It's also worth noting that they've been specifically told when it came to the PetaByte Project that they need to use all of the hard drives they are given for projects or are to return them. Since I think the first petabyte project is what lead to the whole building servers for other youtubers.

The building and usage of said hard drives for a new server doesn't preclude LTT from building and using a properly managed, operating, maintained tape library system for said archival footage and/or using it to load balance the network server load for their editors.

 

This is one of things that I've come across with the push for more and more virtualisation where whilst yes, it is great that you don't have to own, maintain, and power so many baremetal boxes anymore, but if you were running two AMD EPYC servers, each with 128 PCIe 4.0 lanes, you get a total of 256 PCIe 4.0 lanes combined between the two servers.

Virtualisation isn't going to give you that.

 

This is one of the things that you "sacrifice" with running more virtual machines vs. bare metal systems and it's the same for storage bandwidth bottleneck as well.

 

If they have two Petabyte servers like that (or really, 2.25 PB servers). At least two of them should be clustered together in a HA pair so that if one of the servers goes down for whatever reason, it isn't going to completely stop their editors from working.

 

That's not how their plan (as described) has been laid out.
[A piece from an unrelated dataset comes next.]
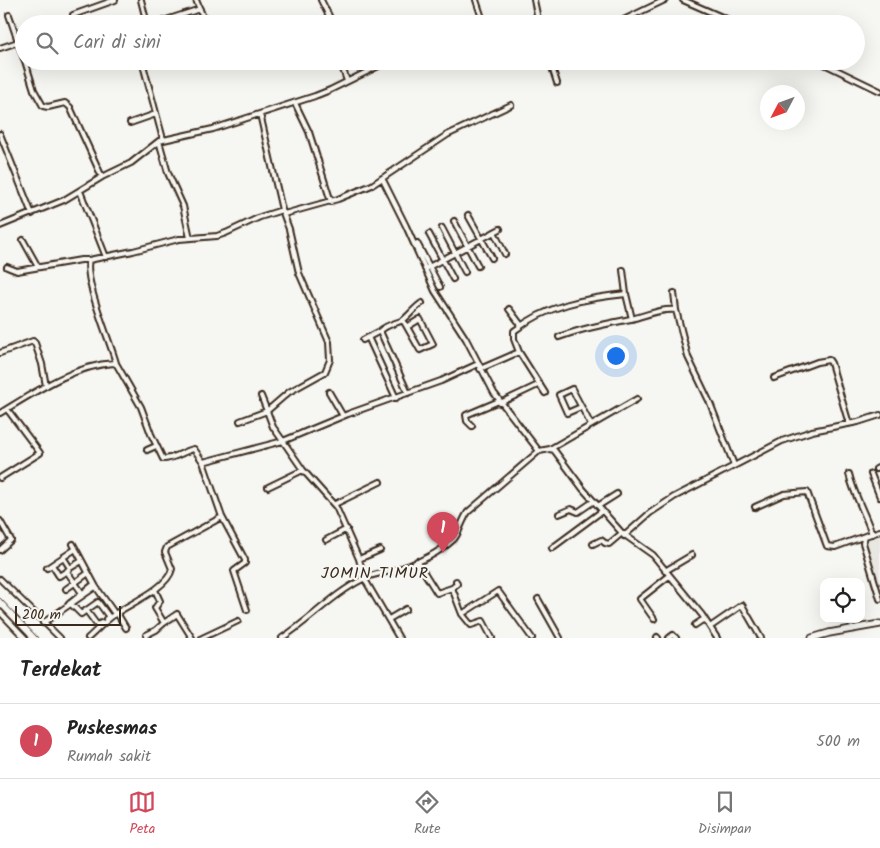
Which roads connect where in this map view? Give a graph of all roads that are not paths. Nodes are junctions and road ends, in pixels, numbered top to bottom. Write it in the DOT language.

With that many hard drives given to them (and also with the upto 4% AFR for Seagate drives, which they should really set a bunch of those up as hot spares), there are a lot better ways to deploy the hardware that they've got that better protects their business.

(i.e. they're also not plunky home lab users anymore that started their YouTube channel over 10 years ago when they were doing a lot of their early stuff from their house.)

I have, probably, all told, about anywhere between 1/20th - 1/10th of the total raw storage capacity and yet, I have more LTO-8 tapes than they do, as a home user. (I'm upto a total of 40 LTO-8 12 TB tapes now.)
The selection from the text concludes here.